Start of Supplied records

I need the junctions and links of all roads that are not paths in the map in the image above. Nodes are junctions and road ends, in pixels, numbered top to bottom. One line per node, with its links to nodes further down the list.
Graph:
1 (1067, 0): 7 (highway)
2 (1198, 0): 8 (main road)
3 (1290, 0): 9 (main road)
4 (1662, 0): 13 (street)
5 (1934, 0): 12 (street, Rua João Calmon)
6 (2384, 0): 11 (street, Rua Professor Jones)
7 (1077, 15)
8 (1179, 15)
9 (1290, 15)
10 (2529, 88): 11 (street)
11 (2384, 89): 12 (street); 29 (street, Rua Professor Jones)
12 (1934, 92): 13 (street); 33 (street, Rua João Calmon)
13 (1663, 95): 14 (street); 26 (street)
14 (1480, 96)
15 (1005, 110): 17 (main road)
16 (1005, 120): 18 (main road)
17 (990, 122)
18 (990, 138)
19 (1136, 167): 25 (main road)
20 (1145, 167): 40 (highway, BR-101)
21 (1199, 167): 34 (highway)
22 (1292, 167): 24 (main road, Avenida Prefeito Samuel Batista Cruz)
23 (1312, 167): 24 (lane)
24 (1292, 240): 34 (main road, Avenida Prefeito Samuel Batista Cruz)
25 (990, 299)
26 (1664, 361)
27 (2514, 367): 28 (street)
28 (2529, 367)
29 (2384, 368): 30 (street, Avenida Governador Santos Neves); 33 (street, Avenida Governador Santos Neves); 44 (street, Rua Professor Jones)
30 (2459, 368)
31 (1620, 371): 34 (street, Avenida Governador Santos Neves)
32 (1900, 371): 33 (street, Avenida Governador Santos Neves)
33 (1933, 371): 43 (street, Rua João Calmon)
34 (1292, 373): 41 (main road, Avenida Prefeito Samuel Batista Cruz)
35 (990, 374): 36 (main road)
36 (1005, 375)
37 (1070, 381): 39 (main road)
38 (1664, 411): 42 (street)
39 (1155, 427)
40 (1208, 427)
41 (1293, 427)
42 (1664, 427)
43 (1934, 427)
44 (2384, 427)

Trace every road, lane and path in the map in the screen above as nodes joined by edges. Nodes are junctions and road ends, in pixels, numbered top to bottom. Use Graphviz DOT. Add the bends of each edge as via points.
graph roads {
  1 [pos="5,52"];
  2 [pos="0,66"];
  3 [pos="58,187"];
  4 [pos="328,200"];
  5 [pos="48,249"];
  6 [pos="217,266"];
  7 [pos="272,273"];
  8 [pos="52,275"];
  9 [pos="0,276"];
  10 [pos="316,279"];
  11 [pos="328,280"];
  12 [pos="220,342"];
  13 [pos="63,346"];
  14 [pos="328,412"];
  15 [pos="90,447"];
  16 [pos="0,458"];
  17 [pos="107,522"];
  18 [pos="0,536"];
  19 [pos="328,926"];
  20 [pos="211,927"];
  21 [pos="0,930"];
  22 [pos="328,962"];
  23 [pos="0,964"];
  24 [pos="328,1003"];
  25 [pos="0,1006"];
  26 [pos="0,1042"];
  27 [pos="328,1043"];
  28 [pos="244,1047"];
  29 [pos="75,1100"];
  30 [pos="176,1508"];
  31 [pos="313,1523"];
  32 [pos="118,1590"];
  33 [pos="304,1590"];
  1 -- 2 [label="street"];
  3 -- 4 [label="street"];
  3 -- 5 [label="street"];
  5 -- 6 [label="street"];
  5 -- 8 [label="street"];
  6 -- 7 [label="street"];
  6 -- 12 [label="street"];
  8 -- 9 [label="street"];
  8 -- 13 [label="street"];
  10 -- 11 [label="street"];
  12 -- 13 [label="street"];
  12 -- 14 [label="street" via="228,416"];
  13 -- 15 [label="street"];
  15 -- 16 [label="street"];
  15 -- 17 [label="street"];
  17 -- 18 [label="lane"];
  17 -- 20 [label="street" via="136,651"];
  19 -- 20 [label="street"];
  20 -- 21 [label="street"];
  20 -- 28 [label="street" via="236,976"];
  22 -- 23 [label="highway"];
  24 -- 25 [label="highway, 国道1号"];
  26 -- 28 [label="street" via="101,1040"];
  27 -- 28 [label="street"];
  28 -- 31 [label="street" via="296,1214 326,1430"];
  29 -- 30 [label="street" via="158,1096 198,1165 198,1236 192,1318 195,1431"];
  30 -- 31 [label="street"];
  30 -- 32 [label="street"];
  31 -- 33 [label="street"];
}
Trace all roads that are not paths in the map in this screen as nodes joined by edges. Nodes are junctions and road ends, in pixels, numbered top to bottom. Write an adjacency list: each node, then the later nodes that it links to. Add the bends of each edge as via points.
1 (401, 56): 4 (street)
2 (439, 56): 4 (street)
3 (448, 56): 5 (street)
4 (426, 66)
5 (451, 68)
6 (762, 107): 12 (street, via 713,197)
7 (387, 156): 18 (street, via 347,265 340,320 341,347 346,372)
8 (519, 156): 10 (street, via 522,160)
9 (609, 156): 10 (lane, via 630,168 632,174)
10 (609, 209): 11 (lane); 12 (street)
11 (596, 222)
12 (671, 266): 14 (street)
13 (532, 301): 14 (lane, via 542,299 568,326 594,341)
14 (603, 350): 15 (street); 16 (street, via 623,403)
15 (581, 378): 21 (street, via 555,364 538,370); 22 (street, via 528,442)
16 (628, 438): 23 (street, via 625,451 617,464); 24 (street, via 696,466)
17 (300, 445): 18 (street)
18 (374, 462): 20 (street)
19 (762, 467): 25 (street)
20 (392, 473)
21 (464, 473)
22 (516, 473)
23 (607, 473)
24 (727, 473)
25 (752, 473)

End of Supplied records

> Task
Retype the data precisely.

> Answer space
I need the junctions and links of all roads that are not paths in the map in the image above. Nodes are junctions and road ends, in pixels, numbered top to bottom. One line per node, with its links to nodes further down the list.
Graph:
1 (1067, 0): 7 (highway)
2 (1198, 0): 8 (main road)
3 (1290, 0): 9 (main road)
4 (1662, 0): 13 (street)
5 (1934, 0): 12 (street, Rua João Calmon)
6 (2384, 0): 11 (street, Rua Professor Jones)
7 (1077, 15)
8 (1179, 15)
9 (1290, 15)
10 (2529, 88): 11 (street)
11 (2384, 89): 12 (street); 29 (street, Rua Professor Jones)
12 (1934, 92): 13 (street); 33 (street, Rua João Calmon)
13 (1663, 95): 14 (street); 26 (street)
14 (1480, 96)
15 (1005, 110): 17 (main road)
16 (1005, 120): 18 (main road)
17 (990, 122)
18 (990, 138)
19 (1136, 167): 25 (main road)
20 (1145, 167): 40 (highway, BR-101)
21 (1199, 167): 34 (highway)
22 (1292, 167): 24 (main road, Avenida Prefeito Samuel Batista Cruz)
23 (1312, 167): 24 (lane)
24 (1292, 240): 34 (main road, Avenida Prefeito Samuel Batista Cruz)
25 (990, 299)
26 (1664, 361)
27 (2514, 367): 28 (street)
28 (2529, 367)
29 (2384, 368): 30 (street, Avenida Governador Santos Neves); 33 (street, Avenida Governador Santos Neves); 44 (street, Rua Professor Jones)
30 (2459, 368)
31 (1620, 371): 34 (street, Avenida Governador Santos Neves)
32 (1900, 371): 33 (street, Avenida Governador Santos Neves)
33 (1933, 371): 43 (street, Rua João Calmon)
34 (1292, 373): 41 (main road, Avenida Prefeito Samuel Batista Cruz)
35 (990, 374): 36 (main road)
36 (1005, 375)
37 (1070, 381): 39 (main road)
38 (1664, 411): 42 (street)
39 (1155, 427)
40 (1208, 427)
41 (1293, 427)
42 (1664, 427)
43 (1934, 427)
44 (2384, 427)

Trace every road, lane and path in the map in the screen above as nodes joined by edges. Nodes are junctions and road ends, in pixels, numbered top to bottom. Use Graphviz DOT. Add the bends of each edge as via points.
graph roads {
  1 [pos="5,52"];
  2 [pos="0,66"];
  3 [pos="58,187"];
  4 [pos="328,200"];
  5 [pos="48,249"];
  6 [pos="217,266"];
  7 [pos="272,273"];
  8 [pos="52,275"];
  9 [pos="0,276"];
  10 [pos="316,279"];
  11 [pos="328,280"];
  12 [pos="220,342"];
  13 [pos="63,346"];
  14 [pos="328,412"];
  15 [pos="90,447"];
  16 [pos="0,458"];
  17 [pos="107,522"];
  18 [pos="0,536"];
  19 [pos="328,926"];
  20 [pos="211,927"];
  21 [pos="0,930"];
  22 [pos="328,962"];
  23 [pos="0,964"];
  24 [pos="328,1003"];
  25 [pos="0,1006"];
  26 [pos="0,1042"];
  27 [pos="328,1043"];
  28 [pos="244,1047"];
  29 [pos="75,1100"];
  30 [pos="176,1508"];
  31 [pos="313,1523"];
  32 [pos="118,1590"];
  33 [pos="304,1590"];
  1 -- 2 [label="street"];
  3 -- 4 [label="street"];
  3 -- 5 [label="street"];
  5 -- 6 [label="street"];
  5 -- 8 [label="street"];
  6 -- 7 [label="street"];
  6 -- 12 [label="street"];
  8 -- 9 [label="street"];
  8 -- 13 [label="street"];
  10 -- 11 [label="street"];
  12 -- 13 [label="street"];
  12 -- 14 [label="street" via="228,416"];
  13 -- 15 [label="street"];
  15 -- 16 [label="street"];
  15 -- 17 [label="street"];
  17 -- 18 [label="lane"];
  17 -- 20 [label="street" via="136,651"];
  19 -- 20 [label="street"];
  20 -- 21 [label="street"];
  20 -- 28 [label="street" via="236,976"];
  22 -- 23 [label="highway"];
  24 -- 25 [label="highway, 国道1号"];
  26 -- 28 [label="street" via="101,1040"];
  27 -- 28 [label="street"];
  28 -- 31 [label="street" via="296,1214 326,1430"];
  29 -- 30 [label="street" via="158,1096 198,1165 198,1236 192,1318 195,1431"];
  30 -- 31 [label="street"];
  30 -- 32 [label="street"];
  31 -- 33 [label="street"];
}
Trace all roads that are not paths in the map in this screen as nodes joined by edges. Nodes are junctions and road ends, in pixels, numbered top to bottom. Write an adjacency list: each node, then the later nodes that it links to. Add the bends of each edge as via points.
1 (401, 56): 4 (street)
2 (439, 56): 4 (street)
3 (448, 56): 5 (street)
4 (426, 66)
5 (451, 68)
6 (762, 107): 12 (street, via 713,197)
7 (387, 156): 18 (street, via 347,265 340,320 341,347 346,372)
8 (519, 156): 10 (street, via 522,160)
9 (609, 156): 10 (lane, via 630,168 632,174)
10 (609, 209): 11 (lane); 12 (street)
11 (596, 222)
12 (671, 266): 14 (street)
13 (532, 301): 14 (lane, via 542,299 568,326 594,341)
14 (603, 350): 15 (street); 16 (street, via 623,403)
15 (581, 378): 21 (street, via 555,364 538,370); 22 (street, via 528,442)
16 (628, 438): 23 (street, via 625,451 617,464); 24 (street, via 696,466)
17 (300, 445): 18 (street)
18 (374, 462): 20 (street)
19 (762, 467): 25 (street)
20 (392, 473)
21 (464, 473)
22 (516, 473)
23 (607, 473)
24 (727, 473)
25 (752, 473)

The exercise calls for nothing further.